>>

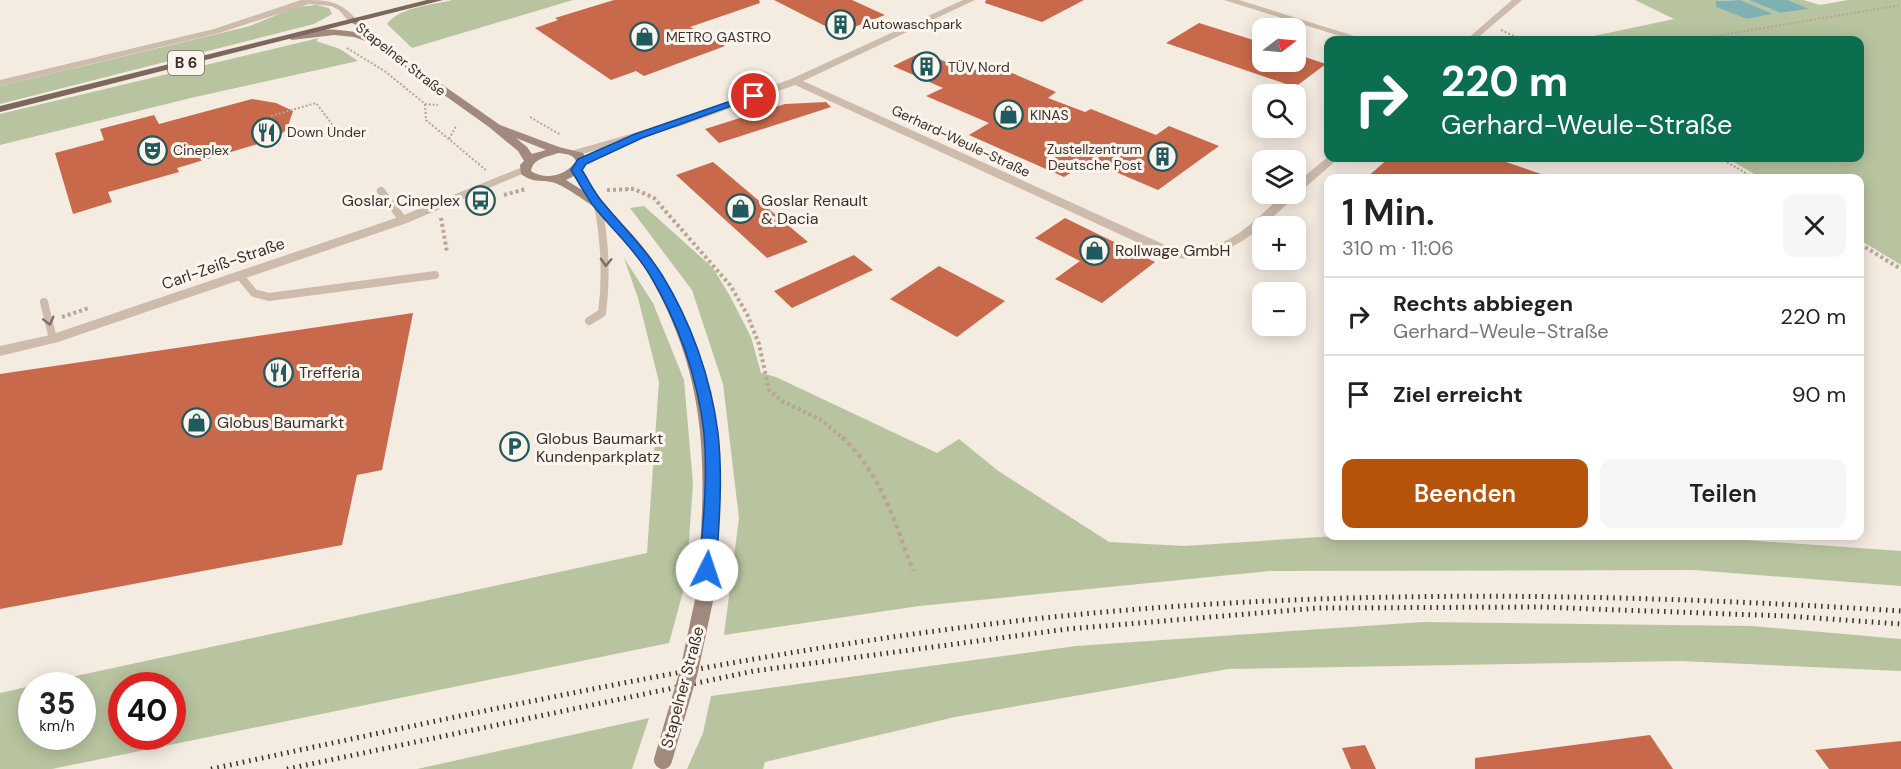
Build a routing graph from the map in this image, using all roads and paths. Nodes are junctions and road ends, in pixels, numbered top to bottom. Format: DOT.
graph roads {
  1 [pos="438,0"];
  2 [pos="970,0"];
  3 [pos="1230,0"];
  4 [pos="1517,0"];
  5 [pos="1901,5"];
  6 [pos="353,21"];
  7 [pos="1489,25"];
  8 [pos="361,34"];
  9 [pos="1349,36"];
  10 [pos="1475,36"];
  11 [pos="1513,36"];
  12 [pos="1716,36"];
  13 [pos="292,37"];
  14 [pos="374,40"];
  15 [pos="795,81"];
  16 [pos="0,83"];
  17 [pos="425,104"];
  18 [pos="0,109"];
  19 [pos="271,116"];
  20 [pos="530,117"];
  21 [pos="493,124"];
  22 [pos="456,126"];
  23 [pos="335,128"];
  24 [pos="562,135"];
  25 [pos="449,139"];
  26 [pos="569,139"];
  27 [pos="541,143"];
  28 [pos="558,150"];
  29 [pos="578,161"];
  30 [pos="1328,162"];
  31 [pos="1727,162"];
  32 [pos="528,169"];
  33 [pos="1747,174"];
  34 [pos="480,178"];
  35 [pos="555,178"];
  36 [pos="1306,181"];
  37 [pos="604,186"];
  38 [pos="608,190"];
  39 [pos="381,191"];
  40 [pos="595,200"];
  41 [pos="1279,204"];
  42 [pos="441,217"];
  43 [pos="403,220"];
  44 [pos="1864,246"];
  45 [pos="447,252"];
  46 [pos="1901,269"];
  47 [pos="435,275"];
  48 [pos="240,276"];
  49 [pos="44,302"];
  50 [pos="93,307"];
  51 [pos="49,321"];
  52 [pos="588,321"];
  53 [pos="53,339"];
  54 [pos="0,351"];
  55 [pos="913,572"];
  56 [pos="661,764"];
  1 -- 6 [label="main road, B 6"];
  2 -- 15 [label="street"];
  3 -- 9 [label="street"];
  4 -- 7 [label="street"];
  5 -- 12 [label="path"];
  6 -- 8 [label="street, Stapelner Straße"];
  6 -- 13 [label="main road, B 6"];
  6 -- 14 [label="street, Stapelner Straße"];
  6 -- 16 [label="street"];
  7 -- 10 [label="street"];
  7 -- 11 [label="path"];
  8 -- 13 [label="street"];
  8 -- 14 [label="street"];
  13 -- 18 [label="main road, B 6"];
  14 -- 21 [label="street, Stapelner Straße"];
  15 -- 29 [label="street"];
  15 -- 41 [label="street, Gerhard-Weule-Straße"];
  17 -- 25 [label="path"];
  19 -- 23 [label="path"];
  20 -- 24 [label="path"];
  21 -- 27 [label="street, Stapelner Straße"];
  21 -- 32 [label="street, Stapelner Straße"];
  22 -- 25 [label="path"];
  24 -- 26 [label="path"];
  24 -- 27 [label="path"];
  25 -- 34 [label="path"];
  27 -- 28 [label="street, Stapelner Straße"];
  28 -- 29 [label="street, Stapelner Straße"];
  28 -- 32 [label="street, Stapelner Straße"];
  29 -- 35 [label="street, Stapelner Straße"];
  29 -- 40 [label="street, Stapelner Straße"];
  30 -- 36 [label="street"];
  31 -- 33 [label="path"];
  32 -- 35 [label="street, Stapelner Straße"];
  32 -- 43 [label="street, Carl-Zeiß-Straße"];
  35 -- 40 [label="street, Stapelner Straße"];
  37 -- 38 [label="path"];
  38 -- 40 [label="path"];
  38 -- 40 [label="path"];
  38 -- 55 [label="path"];
  39 -- 43 [label="lane"];
  40 -- 52 [label="lane, one-way"];
  40 -- 56 [label="street, Stapelner Straße, bridge"];
  42 -- 45 [label="path"];
  43 -- 48 [label="street, Carl-Zeiß-Straße"];
  44 -- 46 [label="path"];
  47 -- 48 [label="lane"];
  48 -- 53 [label="street, Carl-Zeiß-Straße"];
  49 -- 51 [label="lane, one-way"];
  50 -- 51 [label="path"];
  51 -- 53 [label="lane"];
  53 -- 54 [label="street, Carl-Zeiß-Straße"];
}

<<

TASK OBJECTIVE.
Reproduce the records above word for word, without the images.

SOLUTION FOR THIS PROBLEM.
Build a routing graph from the map in this image, using all roads and paths. Nodes are junctions and road ends, in pixels, numbered top to bottom. Format: DOT.
graph roads {
  1 [pos="438,0"];
  2 [pos="970,0"];
  3 [pos="1230,0"];
  4 [pos="1517,0"];
  5 [pos="1901,5"];
  6 [pos="353,21"];
  7 [pos="1489,25"];
  8 [pos="361,34"];
  9 [pos="1349,36"];
  10 [pos="1475,36"];
  11 [pos="1513,36"];
  12 [pos="1716,36"];
  13 [pos="292,37"];
  14 [pos="374,40"];
  15 [pos="795,81"];
  16 [pos="0,83"];
  17 [pos="425,104"];
  18 [pos="0,109"];
  19 [pos="271,116"];
  20 [pos="530,117"];
  21 [pos="493,124"];
  22 [pos="456,126"];
  23 [pos="335,128"];
  24 [pos="562,135"];
  25 [pos="449,139"];
  26 [pos="569,139"];
  27 [pos="541,143"];
  28 [pos="558,150"];
  29 [pos="578,161"];
  30 [pos="1328,162"];
  31 [pos="1727,162"];
  32 [pos="528,169"];
  33 [pos="1747,174"];
  34 [pos="480,178"];
  35 [pos="555,178"];
  36 [pos="1306,181"];
  37 [pos="604,186"];
  38 [pos="608,190"];
  39 [pos="381,191"];
  40 [pos="595,200"];
  41 [pos="1279,204"];
  42 [pos="441,217"];
  43 [pos="403,220"];
  44 [pos="1864,246"];
  45 [pos="447,252"];
  46 [pos="1901,269"];
  47 [pos="435,275"];
  48 [pos="240,276"];
  49 [pos="44,302"];
  50 [pos="93,307"];
  51 [pos="49,321"];
  52 [pos="588,321"];
  53 [pos="53,339"];
  54 [pos="0,351"];
  55 [pos="913,572"];
  56 [pos="661,764"];
  1 -- 6 [label="main road, B 6"];
  2 -- 15 [label="street"];
  3 -- 9 [label="street"];
  4 -- 7 [label="street"];
  5 -- 12 [label="path"];
  6 -- 8 [label="street, Stapelner Straße"];
  6 -- 13 [label="main road, B 6"];
  6 -- 14 [label="street, Stapelner Straße"];
  6 -- 16 [label="street"];
  7 -- 10 [label="street"];
  7 -- 11 [label="path"];
  8 -- 13 [label="street"];
  8 -- 14 [label="street"];
  13 -- 18 [label="main road, B 6"];
  14 -- 21 [label="street, Stapelner Straße"];
  15 -- 29 [label="street"];
  15 -- 41 [label="street, Gerhard-Weule-Straße"];
  17 -- 25 [label="path"];
  19 -- 23 [label="path"];
  20 -- 24 [label="path"];
  21 -- 27 [label="street, Stapelner Straße"];
  21 -- 32 [label="street, Stapelner Straße"];
  22 -- 25 [label="path"];
  24 -- 26 [label="path"];
  24 -- 27 [label="path"];
  25 -- 34 [label="path"];
  27 -- 28 [label="street, Stapelner Straße"];
  28 -- 29 [label="street, Stapelner Straße"];
  28 -- 32 [label="street, Stapelner Straße"];
  29 -- 35 [label="street, Stapelner Straße"];
  29 -- 40 [label="street, Stapelner Straße"];
  30 -- 36 [label="street"];
  31 -- 33 [label="path"];
  32 -- 35 [label="street, Stapelner Straße"];
  32 -- 43 [label="street, Carl-Zeiß-Straße"];
  35 -- 40 [label="street, Stapelner Straße"];
  37 -- 38 [label="path"];
  38 -- 40 [label="path"];
  38 -- 40 [label="path"];
  38 -- 55 [label="path"];
  39 -- 43 [label="lane"];
  40 -- 52 [label="lane, one-way"];
  40 -- 56 [label="street, Stapelner Straße, bridge"];
  42 -- 45 [label="path"];
  43 -- 48 [label="street, Carl-Zeiß-Straße"];
  44 -- 46 [label="path"];
  47 -- 48 [label="lane"];
  48 -- 53 [label="street, Carl-Zeiß-Straße"];
  49 -- 51 [label="lane, one-way"];
  50 -- 51 [label="path"];
  51 -- 53 [label="lane"];
  53 -- 54 [label="street, Carl-Zeiß-Straße"];
}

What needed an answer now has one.